From what I've read/seen, the go blocks are lightweight thread-like processes multiplexed onto a thread pool. You may be correct about using Thread/sleep, ideally I would have used (timeout ...) and then pulled off the channel. However, I didn't want to introduce the concept of channels too early in the post, so I felt Thread/sleep worked as a compromise.


Thread/sleep will block the entire thread. The thread pool could create more threads, but core.async uses a fixed thread-pool, so, yeah, don't use Thread/sleep in a go block. A timeout channel would be the way to go, or, you can use an alternate core.async implementation, which is a (small) part of the Pulsar project: https://groups.google.com/forum/#!topic/clojure/1xxxTti6Vi0 (I'm the main author)

We will have full API and semantic compatibility when version 0.2 is released next week. Pulsar also has cluster distribution and an Erlang-like actor framework.

Because Pulsar uses instrumentation at the bytecode level, you have more freedom within Go blocks. You wouldn't use Thread/sleep in the Pulsar implementation, either, but Strand/sleep will do the job. It detects whether you're in a go block (implemented as a fiber in Pulsar), in which case it suspends the fiber but doesn't block the thread, or within a normal thread, in which case it will simply call Thread/sleep.


Yeah, Thread/sleep isn't quite what you want here:

(time (let [c (chan), n 1000] (dotimes [i n] (go (Thread/sleep 50) (>! c i))) (dotimes [i n] (<!! c))))

"Elapsed time: 8412.25733 msecs"

(defmacro gosleep [millis] `(<! (timeout ~millis)))

(time (let [c (chan), n 1000] (dotimes [i n] (go (gosleep 50) (>! c i))) (dotimes [i n] (<!! c))))

"Elapsed time: 91.278469 msecs"

ETA: for comparison, here's what happens if you actually make 1000 system threads:

(time (let [c (chan) n 1000] (dotimes [i n] (thread (Thread/sleep 50) (>!! c i))) (dotimes [i n] (<!! c))))

"Elapsed time: 4183.669835 msecs"


Thanks (and thanks to pron).
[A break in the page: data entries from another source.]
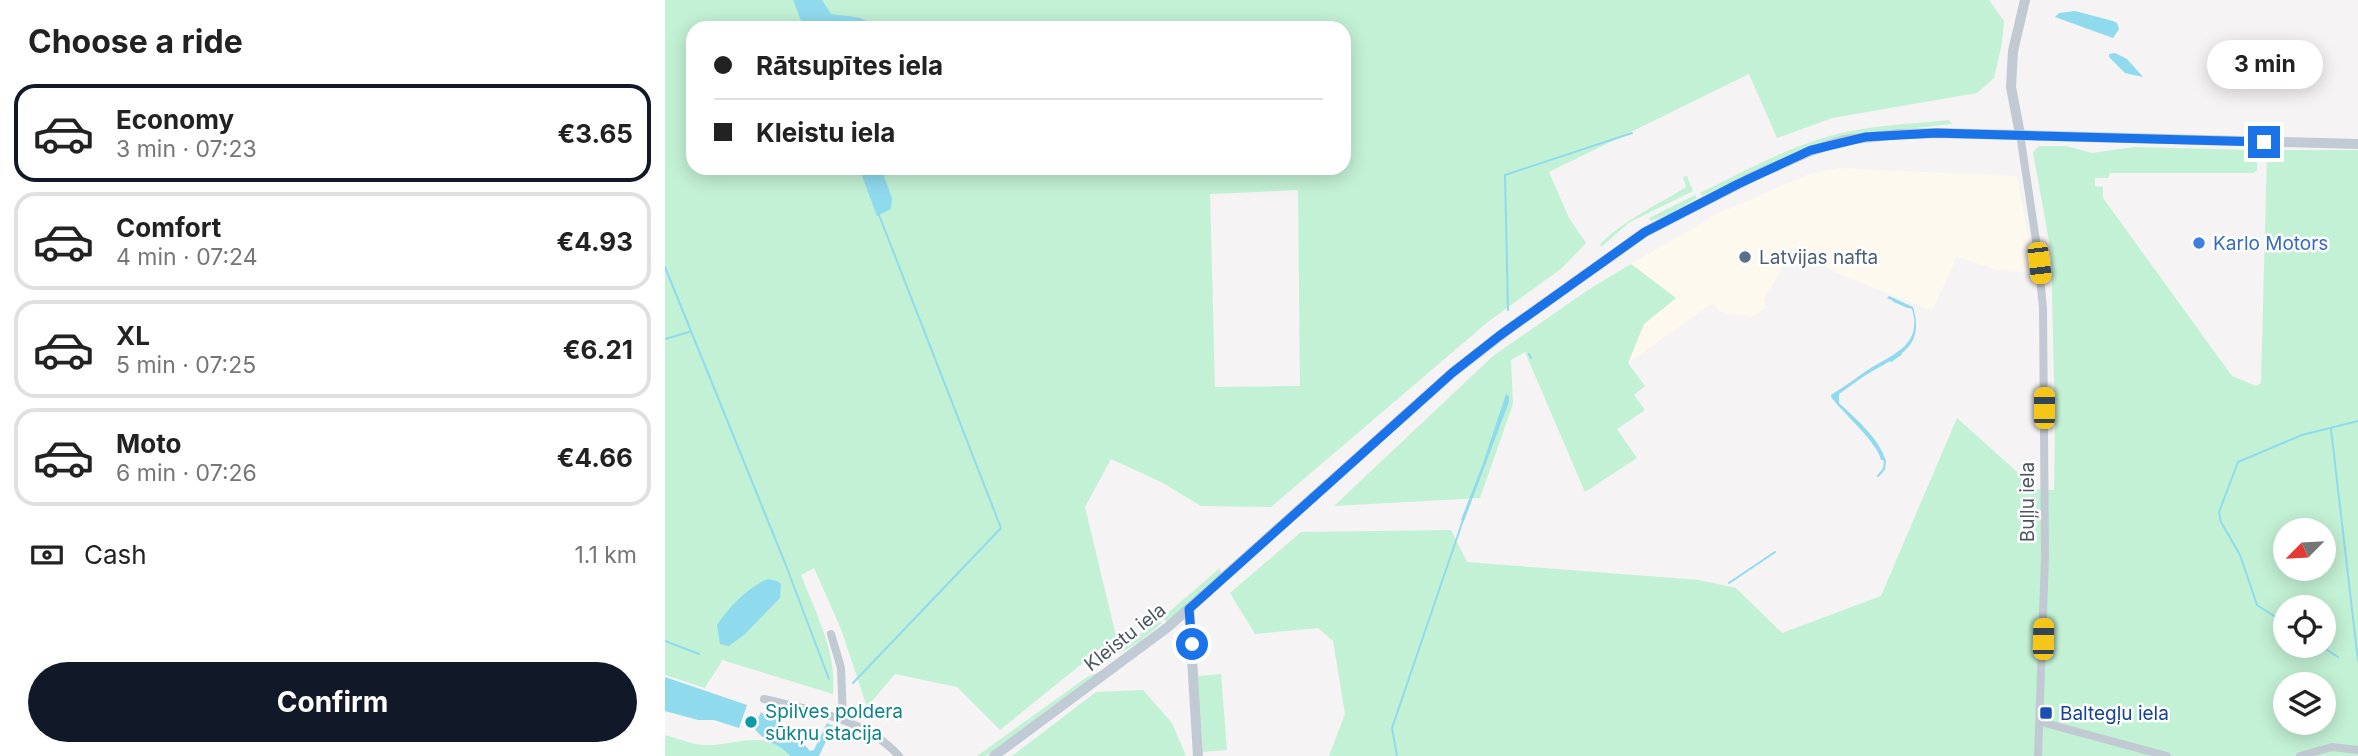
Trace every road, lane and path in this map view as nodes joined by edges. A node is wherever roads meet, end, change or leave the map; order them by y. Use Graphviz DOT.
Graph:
graph roads {
  1 [pos="2025,0"];
  2 [pos="2019,134"];
  3 [pos="2358,144"];
  4 [pos="1189,609"];
  5 [pos="831,634"];
  6 [pos="764,699"];
  7 [pos="843,720"];
  8 [pos="2041,722"];
  9 [pos="2358,750"];
  10 [pos="899,756"];
  11 [pos="994,756"];
  12 [pos="1198,756"];
  13 [pos="2038,756"];
  14 [pos="2167,756"];
  15 [pos="2300,756"];
  1 -- 2 [label="street, Buļļu iela"];
  2 -- 3 [label="main road, Kleistu iela"];
  2 -- 4 [label="main road, Kleistu iela"];
  2 -- 8 [label="street, Buļļu iela"];
  4 -- 11 [label="main road, Kleistu iela"];
  4 -- 12 [label="street"];
  5 -- 7 [label="street"];
  6 -- 7 [label="street"];
  7 -- 10 [label="street"];
  8 -- 13 [label="street, Buļļu iela"];
  8 -- 14 [label="street"];
  9 -- 15 [label="street"];
}
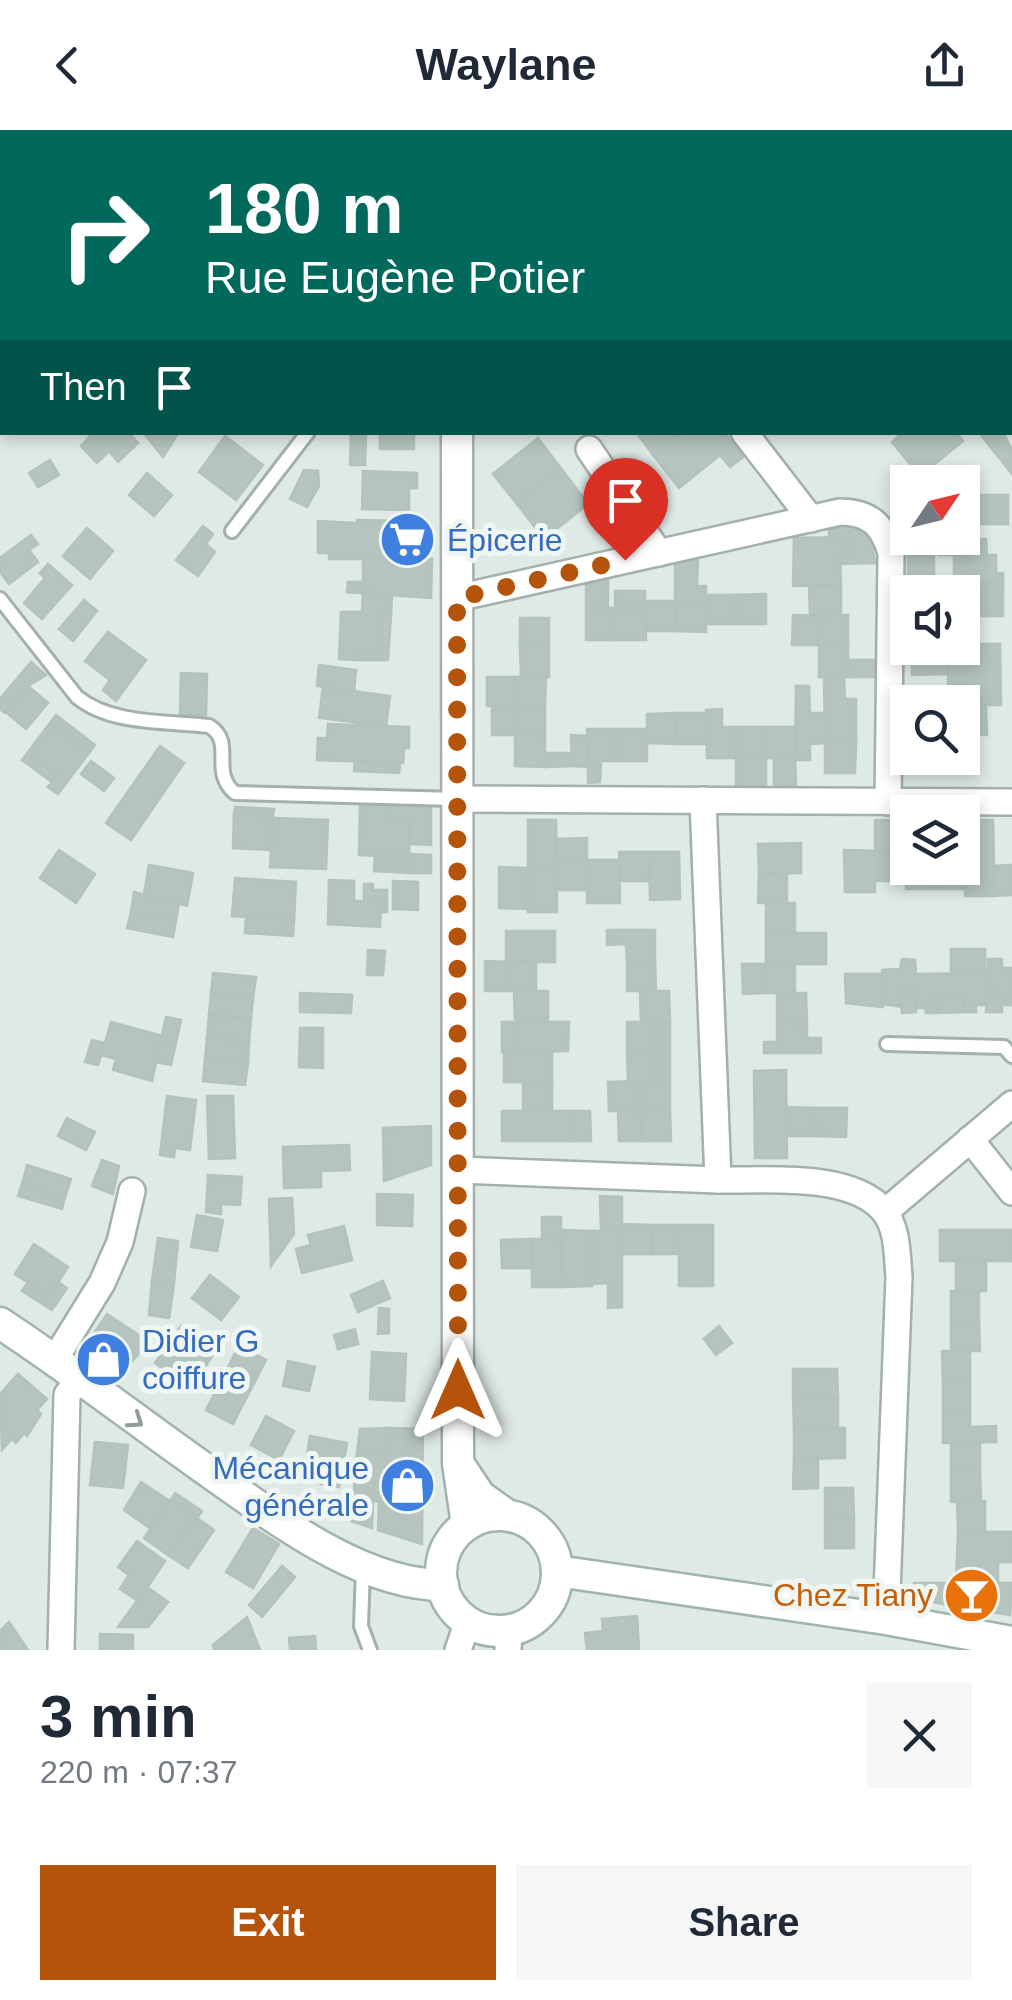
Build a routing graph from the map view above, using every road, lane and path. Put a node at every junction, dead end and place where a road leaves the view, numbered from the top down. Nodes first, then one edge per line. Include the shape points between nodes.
1 (306, 435) edge
2 (457, 435) edge
3 (746, 435) edge
4 (590, 449) dead end
5 (811, 518) junction
6 (232, 531) dead end
7 (659, 553) junction
8 (0, 598) edge
9 (457, 598) junction
10 (458, 799) junction
11 (703, 800) junction
12 (888, 802) junction
13 (1012, 802) edge
14 (888, 1044) dead end
15 (1012, 1056) edge
16 (1012, 1104) edge
17 (970, 1139) junction
18 (459, 1170) junction
19 (718, 1180) junction
20 (132, 1191) dead end
21 (1012, 1192) edge
22 (885, 1212) junction
23 (0, 1324) edge
24 (67, 1368) junction
25 (458, 1464) junction
26 (508, 1516) junction
27 (466, 1524) junction
28 (363, 1566) junction
29 (557, 1571) junction
30 (443, 1585) junction
31 (886, 1618) junction
32 (468, 1621) junction
33 (509, 1640) edge
34 (1012, 1642) edge
35 (61, 1650) edge
36 (370, 1650) edge
37 (458, 1650) edge

1 - 6 lane
2 - 9 main road
3 - 5 street
4 - 7 street
5 - 7 street
5 - 12 street via 856,512 886,534
7 - 9 street
8 - 10 lane via 90,708 218,732 221,776 234,793
9 - 10 main road
10 - 11 street
10 - 18 main road
11 - 12 street
11 - 19 street
12 - 13 street
14 - 15 lane via 1004,1047
16 - 17 street
17 - 21 street
17 - 22 street
18 - 19 street
18 - 25 main road
19 - 22 street via 836,1184
20 - 24 street via 120,1242
22 - 31 street via 900,1277
23 - 24 main road
24 -> 28 main road via 286,1526
24 - 35 street
25 - 26 main road via 480,1496
25 - 27 main road
26 - 27 main road
26 - 29 main road via 546,1538
27 - 30 main road via 446,1551
28 - 30 main road
28 - 36 lane via 361,1626
29 - 31 main road
29 - 33 main road via 556,1588 538,1616
30 - 32 main road
31 - 34 main road
32 - 33 main road
32 - 37 street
I've updated the post to include a warning against using Thread/sleep in go blocks for "real" code.


I feel silly though that this is the one thing I've commented on, so:

This is an awesome post, thanks for it ^_^


Yah, for demo purposes of wanting to show something taking awhile thread/sleep is very convenient. I have no idea, time.sleep in golang might actually block a real thread too. I'm just curious if blocking in a go block could starve your thread pool or if there is some magic being done by the macro to even correct for that?


There isn't. Thread/sleep will block the thread and potentially starve your thread pool. Be careful not to do it.


Isn't this a major difference between core.async and go?

If you perform a blocking operation (Thread/sleep there, but could be, for example, a socket read?) will you run the risk of exhausting the thread pool?

The go runtime handles this by detecting how many threads are in blocking syscalls and spawning more as needed (which I guess could be undesirable).

If I've understood correctly, this is perhaps best summarised as "go makes your sync code run well in goroutines, with core.async you can block everything with sync syscalls in your go block"?

Or perhaps just "go will adjust the size of your thread pool dynamically, core.async requires it to be big enough"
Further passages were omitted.